*Extracted entries*.
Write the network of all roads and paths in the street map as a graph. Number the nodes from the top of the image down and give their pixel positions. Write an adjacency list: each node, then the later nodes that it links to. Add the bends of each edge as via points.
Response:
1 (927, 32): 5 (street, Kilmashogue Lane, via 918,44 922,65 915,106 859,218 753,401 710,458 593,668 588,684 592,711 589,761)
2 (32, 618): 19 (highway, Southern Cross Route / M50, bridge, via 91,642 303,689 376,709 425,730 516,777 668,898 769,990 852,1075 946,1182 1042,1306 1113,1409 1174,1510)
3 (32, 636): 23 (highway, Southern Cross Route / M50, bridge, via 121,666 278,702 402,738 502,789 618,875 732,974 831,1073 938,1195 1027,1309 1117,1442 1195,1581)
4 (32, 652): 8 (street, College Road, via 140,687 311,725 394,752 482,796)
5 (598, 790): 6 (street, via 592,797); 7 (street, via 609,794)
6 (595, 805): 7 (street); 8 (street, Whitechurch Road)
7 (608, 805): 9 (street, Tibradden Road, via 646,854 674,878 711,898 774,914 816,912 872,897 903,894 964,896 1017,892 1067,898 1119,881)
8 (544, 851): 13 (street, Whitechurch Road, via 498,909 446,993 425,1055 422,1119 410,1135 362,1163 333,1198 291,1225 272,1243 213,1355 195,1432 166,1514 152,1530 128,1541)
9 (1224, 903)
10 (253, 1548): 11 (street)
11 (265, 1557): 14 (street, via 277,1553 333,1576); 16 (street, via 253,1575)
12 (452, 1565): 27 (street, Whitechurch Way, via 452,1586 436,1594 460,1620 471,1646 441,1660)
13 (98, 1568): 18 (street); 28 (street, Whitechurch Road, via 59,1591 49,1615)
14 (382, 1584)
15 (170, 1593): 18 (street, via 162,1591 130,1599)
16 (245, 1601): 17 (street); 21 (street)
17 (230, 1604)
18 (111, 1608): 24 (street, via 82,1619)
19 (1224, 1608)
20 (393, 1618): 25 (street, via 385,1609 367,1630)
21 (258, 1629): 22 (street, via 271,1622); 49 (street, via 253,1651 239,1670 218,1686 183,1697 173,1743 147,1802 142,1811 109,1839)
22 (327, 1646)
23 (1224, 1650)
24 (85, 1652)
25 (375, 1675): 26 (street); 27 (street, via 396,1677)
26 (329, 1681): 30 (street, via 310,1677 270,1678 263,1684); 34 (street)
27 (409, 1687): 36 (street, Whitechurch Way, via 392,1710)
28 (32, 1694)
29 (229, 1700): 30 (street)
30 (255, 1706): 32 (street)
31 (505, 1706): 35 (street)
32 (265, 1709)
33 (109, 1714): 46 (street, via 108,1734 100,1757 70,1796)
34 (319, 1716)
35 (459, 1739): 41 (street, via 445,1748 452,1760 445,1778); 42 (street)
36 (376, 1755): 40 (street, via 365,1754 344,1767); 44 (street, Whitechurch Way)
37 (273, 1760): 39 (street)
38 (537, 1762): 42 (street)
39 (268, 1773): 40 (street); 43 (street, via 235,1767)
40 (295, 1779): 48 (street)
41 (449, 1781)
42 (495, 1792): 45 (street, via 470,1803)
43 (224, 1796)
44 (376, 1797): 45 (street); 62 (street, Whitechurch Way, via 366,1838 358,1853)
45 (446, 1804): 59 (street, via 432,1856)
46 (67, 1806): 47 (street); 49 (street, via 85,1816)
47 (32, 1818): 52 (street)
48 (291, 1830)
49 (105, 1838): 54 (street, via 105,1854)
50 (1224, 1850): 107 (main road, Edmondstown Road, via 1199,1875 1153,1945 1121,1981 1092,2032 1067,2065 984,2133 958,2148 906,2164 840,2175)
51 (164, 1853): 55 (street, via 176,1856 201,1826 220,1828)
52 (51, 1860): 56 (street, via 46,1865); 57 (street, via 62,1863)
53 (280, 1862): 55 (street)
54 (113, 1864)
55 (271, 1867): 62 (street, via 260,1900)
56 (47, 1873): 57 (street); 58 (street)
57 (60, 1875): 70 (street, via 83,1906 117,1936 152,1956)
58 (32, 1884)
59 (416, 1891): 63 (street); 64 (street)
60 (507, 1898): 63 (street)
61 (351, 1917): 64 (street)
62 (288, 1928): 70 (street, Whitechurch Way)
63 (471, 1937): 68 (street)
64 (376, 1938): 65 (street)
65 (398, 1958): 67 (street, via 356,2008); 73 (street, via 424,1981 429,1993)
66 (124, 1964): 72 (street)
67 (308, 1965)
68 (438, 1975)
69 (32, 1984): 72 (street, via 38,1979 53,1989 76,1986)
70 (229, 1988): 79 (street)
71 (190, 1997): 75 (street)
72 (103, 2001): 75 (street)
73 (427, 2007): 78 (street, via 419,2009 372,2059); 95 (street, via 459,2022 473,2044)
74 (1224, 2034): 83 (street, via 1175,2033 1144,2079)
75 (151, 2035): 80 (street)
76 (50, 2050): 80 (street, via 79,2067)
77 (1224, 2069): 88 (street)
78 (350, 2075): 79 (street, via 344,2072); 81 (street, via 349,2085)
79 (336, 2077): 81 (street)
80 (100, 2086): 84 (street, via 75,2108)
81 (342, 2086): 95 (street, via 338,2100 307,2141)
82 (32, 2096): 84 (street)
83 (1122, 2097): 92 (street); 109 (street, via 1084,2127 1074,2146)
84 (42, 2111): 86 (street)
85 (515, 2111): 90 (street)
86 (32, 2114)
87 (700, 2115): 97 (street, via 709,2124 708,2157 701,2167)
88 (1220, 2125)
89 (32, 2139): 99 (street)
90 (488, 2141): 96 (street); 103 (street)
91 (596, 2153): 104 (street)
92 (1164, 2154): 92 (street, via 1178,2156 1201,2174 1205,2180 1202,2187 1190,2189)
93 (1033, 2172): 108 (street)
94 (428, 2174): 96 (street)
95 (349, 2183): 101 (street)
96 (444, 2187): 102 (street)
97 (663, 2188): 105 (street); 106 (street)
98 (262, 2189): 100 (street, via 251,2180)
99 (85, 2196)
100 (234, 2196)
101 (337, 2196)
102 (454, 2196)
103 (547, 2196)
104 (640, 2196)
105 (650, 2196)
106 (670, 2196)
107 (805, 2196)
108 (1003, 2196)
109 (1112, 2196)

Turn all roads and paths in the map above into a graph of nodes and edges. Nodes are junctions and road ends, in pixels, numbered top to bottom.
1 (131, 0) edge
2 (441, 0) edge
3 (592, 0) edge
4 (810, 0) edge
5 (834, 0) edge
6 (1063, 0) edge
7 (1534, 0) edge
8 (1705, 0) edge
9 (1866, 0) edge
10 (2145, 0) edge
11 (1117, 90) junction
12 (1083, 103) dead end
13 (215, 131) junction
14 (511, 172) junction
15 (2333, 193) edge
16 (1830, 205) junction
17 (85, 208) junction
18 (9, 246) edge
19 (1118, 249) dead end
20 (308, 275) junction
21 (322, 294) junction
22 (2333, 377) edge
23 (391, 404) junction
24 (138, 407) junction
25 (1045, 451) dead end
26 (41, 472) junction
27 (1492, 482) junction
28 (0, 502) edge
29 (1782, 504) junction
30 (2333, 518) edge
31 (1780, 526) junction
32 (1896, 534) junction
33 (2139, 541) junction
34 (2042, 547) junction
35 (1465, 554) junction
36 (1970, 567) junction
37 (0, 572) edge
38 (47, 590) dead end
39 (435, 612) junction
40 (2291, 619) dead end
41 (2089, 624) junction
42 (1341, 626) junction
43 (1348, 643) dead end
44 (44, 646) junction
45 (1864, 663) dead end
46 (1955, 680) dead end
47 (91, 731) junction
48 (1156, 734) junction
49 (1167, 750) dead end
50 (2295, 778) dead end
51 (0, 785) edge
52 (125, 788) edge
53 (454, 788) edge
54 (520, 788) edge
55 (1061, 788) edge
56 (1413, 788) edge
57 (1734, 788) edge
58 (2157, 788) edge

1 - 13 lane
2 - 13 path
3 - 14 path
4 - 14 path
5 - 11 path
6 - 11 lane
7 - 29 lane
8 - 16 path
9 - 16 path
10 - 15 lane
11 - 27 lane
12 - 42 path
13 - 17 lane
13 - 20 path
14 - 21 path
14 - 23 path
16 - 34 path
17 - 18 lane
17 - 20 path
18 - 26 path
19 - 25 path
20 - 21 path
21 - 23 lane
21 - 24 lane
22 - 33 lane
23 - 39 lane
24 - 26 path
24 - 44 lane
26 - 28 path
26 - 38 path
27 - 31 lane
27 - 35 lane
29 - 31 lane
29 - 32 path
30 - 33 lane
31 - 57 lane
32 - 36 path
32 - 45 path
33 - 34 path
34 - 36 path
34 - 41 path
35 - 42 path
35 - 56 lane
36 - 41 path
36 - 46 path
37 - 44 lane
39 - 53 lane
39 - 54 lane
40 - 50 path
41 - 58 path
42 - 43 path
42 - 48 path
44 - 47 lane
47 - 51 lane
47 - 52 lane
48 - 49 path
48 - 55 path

*Exercise*. All lines in the preceding records that hold the word "highway" need to be copied.

*Reply to the task*.
2 (32, 618): 19 (highway, Southern Cross Route / M50, bridge, via 91,642 303,689 376,709 425,730 516,777 668,898 769,990 852,1075 946,1182 1042,1306 1113,1409 1174,1510)
3 (32, 636): 23 (highway, Southern Cross Route / M50, bridge, via 121,666 278,702 402,738 502,789 618,875 732,974 831,1073 938,1195 1027,1309 1117,1442 1195,1581)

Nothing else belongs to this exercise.